Urban regeneration and deregulation were pivotal topics on the second day of EconFest 2024. Panels stressed the importance of political will in city development and the necessity for efficient public transport systems. The PIDE Sludge audit reports identified excessive regulations as barriers to GDP growth, calling for the removal of redundant regulatory requirements to foster economic productivity and investor confidence.

The session, led by anchor Muhammad Malik and featuring Mukarram Ansari, Ahmad Waqar Qasim, and M Ahsan Malik, highlighted how Pakistan’s 122 federal regulatory authorities impose unnecessary licenses, excessive tax burdens, and redundant requirements that stifle business operations and deter investment. The speakers called for modernized regulations to facilitate business activities, enhancing economic productivity and investor confidence.

Experts also discussed making Pakistan’s bureaucracy more efficient and affordable. Hamza Haroon emphasized reducing bureaucratic roles in city governance, aligning incentives with economic performance, and fostering competition within civil services.

Namra Awais advocated for downsizing and modernizing the bureaucracy, addressing inefficiencies in the hiring and skills of officers. Rana Muhammad highlighted the need to align job responsibilities with perks and address pension system leakages. The speakers agreed on monetizing non-monetary benefits but noted that salaries must first be competitive.

In the session “Revisiting Government Jobs,” speakers focused on the cost of living for government servants and the need for downsizing and modernizing the bureaucracy. Moin ul Haque highlighted the repeated failures of civil service reforms in Pakistan, emphasizing the need for successful reforms to identify weaknesses and promote good governance. Nargis Sethi stressed the need to reevaluate government jobs, suggesting that technological advancements should lead to fewer government positions.
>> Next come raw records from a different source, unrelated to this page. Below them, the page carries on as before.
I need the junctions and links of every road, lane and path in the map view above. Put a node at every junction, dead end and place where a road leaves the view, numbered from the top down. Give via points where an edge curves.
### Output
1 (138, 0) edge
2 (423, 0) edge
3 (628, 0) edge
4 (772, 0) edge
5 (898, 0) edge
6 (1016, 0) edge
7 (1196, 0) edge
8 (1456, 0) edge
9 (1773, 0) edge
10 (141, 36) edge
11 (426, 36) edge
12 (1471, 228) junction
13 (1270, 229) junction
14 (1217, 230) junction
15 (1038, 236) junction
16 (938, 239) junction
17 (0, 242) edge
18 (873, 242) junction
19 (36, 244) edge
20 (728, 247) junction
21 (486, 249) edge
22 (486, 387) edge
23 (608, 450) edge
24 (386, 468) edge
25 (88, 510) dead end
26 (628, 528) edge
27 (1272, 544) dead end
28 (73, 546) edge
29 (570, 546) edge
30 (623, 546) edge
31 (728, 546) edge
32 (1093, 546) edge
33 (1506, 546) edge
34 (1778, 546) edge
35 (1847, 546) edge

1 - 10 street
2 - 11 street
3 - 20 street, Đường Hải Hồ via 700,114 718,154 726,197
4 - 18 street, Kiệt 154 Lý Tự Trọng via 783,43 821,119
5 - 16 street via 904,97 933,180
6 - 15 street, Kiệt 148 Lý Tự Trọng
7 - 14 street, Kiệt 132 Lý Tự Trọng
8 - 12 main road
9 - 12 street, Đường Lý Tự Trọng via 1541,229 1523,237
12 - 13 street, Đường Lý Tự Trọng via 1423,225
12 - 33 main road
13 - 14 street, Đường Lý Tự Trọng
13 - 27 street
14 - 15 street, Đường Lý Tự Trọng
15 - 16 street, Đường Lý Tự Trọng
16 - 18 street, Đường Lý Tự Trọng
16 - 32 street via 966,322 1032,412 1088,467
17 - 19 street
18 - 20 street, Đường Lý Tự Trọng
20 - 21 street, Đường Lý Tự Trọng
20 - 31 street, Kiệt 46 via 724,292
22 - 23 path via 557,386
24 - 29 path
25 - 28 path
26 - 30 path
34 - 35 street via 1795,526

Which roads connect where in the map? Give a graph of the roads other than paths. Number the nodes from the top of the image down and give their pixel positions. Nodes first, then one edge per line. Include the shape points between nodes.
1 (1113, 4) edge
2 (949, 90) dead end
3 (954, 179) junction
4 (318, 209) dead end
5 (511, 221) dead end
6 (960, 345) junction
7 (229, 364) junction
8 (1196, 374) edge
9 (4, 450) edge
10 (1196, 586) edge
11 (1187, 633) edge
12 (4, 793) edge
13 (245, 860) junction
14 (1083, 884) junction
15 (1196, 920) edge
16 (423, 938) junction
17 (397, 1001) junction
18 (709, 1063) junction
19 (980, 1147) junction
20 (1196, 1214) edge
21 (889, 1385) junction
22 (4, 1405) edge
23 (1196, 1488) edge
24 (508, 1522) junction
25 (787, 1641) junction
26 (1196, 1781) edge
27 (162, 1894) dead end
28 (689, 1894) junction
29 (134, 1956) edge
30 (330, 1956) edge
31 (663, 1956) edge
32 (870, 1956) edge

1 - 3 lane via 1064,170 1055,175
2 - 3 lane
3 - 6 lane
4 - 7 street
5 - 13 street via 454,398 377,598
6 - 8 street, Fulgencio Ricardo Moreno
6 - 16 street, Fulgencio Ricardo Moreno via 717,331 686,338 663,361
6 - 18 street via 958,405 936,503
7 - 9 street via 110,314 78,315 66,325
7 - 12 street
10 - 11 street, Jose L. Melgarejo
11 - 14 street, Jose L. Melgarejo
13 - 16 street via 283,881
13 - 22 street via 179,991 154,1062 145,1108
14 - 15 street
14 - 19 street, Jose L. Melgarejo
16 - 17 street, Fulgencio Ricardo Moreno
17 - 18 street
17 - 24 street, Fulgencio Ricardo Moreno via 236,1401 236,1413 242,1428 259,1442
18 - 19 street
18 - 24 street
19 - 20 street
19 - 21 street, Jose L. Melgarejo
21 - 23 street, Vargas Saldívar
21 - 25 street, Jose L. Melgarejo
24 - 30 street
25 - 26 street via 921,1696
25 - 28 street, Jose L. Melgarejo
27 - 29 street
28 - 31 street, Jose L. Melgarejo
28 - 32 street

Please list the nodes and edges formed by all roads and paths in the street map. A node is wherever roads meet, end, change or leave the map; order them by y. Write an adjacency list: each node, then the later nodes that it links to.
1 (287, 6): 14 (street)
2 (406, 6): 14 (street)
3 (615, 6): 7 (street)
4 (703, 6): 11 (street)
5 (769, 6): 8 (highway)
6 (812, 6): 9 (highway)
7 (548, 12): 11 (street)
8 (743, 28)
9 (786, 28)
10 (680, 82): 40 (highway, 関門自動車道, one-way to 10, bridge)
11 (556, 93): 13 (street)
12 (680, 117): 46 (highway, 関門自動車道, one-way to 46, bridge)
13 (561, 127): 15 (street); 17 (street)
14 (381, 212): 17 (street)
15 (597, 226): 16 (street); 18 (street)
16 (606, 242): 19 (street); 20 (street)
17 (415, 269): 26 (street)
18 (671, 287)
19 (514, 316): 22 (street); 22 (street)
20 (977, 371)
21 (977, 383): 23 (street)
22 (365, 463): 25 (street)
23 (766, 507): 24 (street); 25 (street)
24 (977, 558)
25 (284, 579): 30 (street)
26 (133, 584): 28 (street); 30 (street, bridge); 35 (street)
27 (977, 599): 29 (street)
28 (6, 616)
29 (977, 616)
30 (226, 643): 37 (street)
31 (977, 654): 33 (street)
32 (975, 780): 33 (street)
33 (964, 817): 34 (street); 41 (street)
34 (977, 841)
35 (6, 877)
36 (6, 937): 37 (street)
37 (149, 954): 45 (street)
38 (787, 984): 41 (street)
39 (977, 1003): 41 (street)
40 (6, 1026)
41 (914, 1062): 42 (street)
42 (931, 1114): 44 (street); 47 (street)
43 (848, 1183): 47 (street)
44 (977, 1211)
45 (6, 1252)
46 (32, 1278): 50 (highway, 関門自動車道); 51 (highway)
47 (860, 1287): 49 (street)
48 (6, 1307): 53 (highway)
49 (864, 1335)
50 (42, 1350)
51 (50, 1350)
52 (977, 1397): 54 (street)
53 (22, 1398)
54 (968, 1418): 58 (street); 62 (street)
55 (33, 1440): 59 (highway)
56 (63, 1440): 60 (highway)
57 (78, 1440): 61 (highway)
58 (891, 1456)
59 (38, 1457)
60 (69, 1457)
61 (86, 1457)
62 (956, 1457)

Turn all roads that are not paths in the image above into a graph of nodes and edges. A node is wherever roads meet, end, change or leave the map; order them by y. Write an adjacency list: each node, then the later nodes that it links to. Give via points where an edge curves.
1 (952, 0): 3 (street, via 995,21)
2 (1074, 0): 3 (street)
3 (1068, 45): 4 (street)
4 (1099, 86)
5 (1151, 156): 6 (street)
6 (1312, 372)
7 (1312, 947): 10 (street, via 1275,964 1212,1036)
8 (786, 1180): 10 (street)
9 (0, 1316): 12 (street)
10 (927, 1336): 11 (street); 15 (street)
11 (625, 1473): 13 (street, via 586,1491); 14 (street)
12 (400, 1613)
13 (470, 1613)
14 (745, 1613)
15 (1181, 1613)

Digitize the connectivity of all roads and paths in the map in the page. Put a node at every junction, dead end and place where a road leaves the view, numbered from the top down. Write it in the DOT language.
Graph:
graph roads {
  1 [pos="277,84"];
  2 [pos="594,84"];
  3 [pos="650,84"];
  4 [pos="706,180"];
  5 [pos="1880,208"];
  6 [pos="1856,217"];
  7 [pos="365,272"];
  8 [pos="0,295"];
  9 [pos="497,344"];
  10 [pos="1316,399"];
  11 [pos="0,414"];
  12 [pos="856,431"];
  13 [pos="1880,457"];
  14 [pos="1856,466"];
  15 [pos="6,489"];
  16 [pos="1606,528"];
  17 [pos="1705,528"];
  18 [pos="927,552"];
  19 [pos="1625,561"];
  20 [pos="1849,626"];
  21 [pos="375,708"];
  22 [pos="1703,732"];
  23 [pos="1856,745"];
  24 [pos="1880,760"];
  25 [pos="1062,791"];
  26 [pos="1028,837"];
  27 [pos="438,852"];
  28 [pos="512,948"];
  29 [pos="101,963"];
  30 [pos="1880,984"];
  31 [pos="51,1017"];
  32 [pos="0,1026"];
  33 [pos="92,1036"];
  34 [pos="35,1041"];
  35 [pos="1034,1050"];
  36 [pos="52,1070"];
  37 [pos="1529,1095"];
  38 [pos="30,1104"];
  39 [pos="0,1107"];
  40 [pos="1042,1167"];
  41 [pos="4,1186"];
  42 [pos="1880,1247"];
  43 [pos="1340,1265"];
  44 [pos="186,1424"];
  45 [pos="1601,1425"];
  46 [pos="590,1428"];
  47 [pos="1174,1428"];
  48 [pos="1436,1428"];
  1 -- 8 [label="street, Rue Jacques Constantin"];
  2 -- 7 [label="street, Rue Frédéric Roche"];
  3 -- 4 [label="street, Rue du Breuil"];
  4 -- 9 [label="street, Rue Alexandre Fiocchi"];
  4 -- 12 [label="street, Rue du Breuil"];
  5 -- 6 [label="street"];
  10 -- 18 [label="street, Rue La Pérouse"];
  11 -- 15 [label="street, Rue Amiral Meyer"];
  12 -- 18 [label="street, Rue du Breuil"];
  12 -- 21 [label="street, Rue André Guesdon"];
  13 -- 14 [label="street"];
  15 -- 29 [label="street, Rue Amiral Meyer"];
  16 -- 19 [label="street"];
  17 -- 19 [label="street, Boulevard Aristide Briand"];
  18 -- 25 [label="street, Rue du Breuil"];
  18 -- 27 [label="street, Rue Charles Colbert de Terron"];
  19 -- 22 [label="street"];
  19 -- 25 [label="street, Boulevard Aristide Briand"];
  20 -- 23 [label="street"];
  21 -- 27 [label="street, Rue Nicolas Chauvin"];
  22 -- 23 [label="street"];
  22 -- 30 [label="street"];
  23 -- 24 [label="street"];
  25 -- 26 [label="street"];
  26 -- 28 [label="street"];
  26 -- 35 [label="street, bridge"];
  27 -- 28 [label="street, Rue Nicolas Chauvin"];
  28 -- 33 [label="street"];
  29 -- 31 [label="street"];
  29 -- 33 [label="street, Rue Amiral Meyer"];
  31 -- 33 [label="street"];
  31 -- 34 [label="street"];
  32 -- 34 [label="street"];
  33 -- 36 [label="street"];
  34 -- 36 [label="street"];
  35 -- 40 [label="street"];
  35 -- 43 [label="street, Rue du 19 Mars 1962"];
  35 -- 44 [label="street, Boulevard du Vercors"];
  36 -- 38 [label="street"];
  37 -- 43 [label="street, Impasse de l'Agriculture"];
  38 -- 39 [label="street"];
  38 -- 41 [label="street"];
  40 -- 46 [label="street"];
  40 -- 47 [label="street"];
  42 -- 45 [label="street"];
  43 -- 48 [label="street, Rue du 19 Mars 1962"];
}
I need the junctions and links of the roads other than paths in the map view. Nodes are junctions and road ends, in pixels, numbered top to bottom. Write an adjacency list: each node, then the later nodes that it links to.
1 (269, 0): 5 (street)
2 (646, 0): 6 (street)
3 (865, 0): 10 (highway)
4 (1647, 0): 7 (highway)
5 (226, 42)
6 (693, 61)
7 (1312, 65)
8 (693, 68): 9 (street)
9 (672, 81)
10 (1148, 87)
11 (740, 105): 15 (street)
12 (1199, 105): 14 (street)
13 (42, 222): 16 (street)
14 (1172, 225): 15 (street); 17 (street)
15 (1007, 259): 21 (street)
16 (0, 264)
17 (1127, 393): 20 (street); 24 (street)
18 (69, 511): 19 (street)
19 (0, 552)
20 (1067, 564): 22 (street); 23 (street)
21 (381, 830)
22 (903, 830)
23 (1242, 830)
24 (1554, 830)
The session concluded with concerns about political promises to increase government jobs, questioning how to balance this with the need to reduce such positions to ensure a leaner, more effective public sector.

Mukarram Ansari pointed out that, while regulatory authorities worldwide are meant to facilitate businesses, in Pakistan, they often create obstacles through unnecessary licenses and excessive tax burdens, stunting business growth. He stressed the need for removing unnecessary regulations, citing India’s “End of License Raj” as a successful example.

Ahmad Waqar Qasim explained that Pakistan’s regulatory burden, termed RLCOs (registrations, licensing, certifications, and other obstacles), significantly hampers GDP growth. He emphasized that local perspectives are often overlooked in favor of foreign aid directives and that regulations should be based on established rules rather than ad-hoc hurdles. The session concluded with a call for modernizing regulations to enhance economic growth.

Various organizations partnered with PIDE for the event, including The Bank of Punjab, Atlas Honda, LUMS, National Defense University, Pir Mehr Ali Shah ARID Agriculture University, Rawalpindi Women University, The Urban Unit, Chaudhry Nazar Muhammad Department of Economics, National University of Modern Languages, SECP, IM Sciences, Riphah International University, SZABIST, The Millennium Universal College, Oxford University Press, Mr. Books, Paramount Books, and Metropolitan Corporation Islamabad.

EconFest 2024 concluded with a call for collective action to implement the discussed reforms, ensuring a dynamic, self-reliant, and prosperous Pakistan.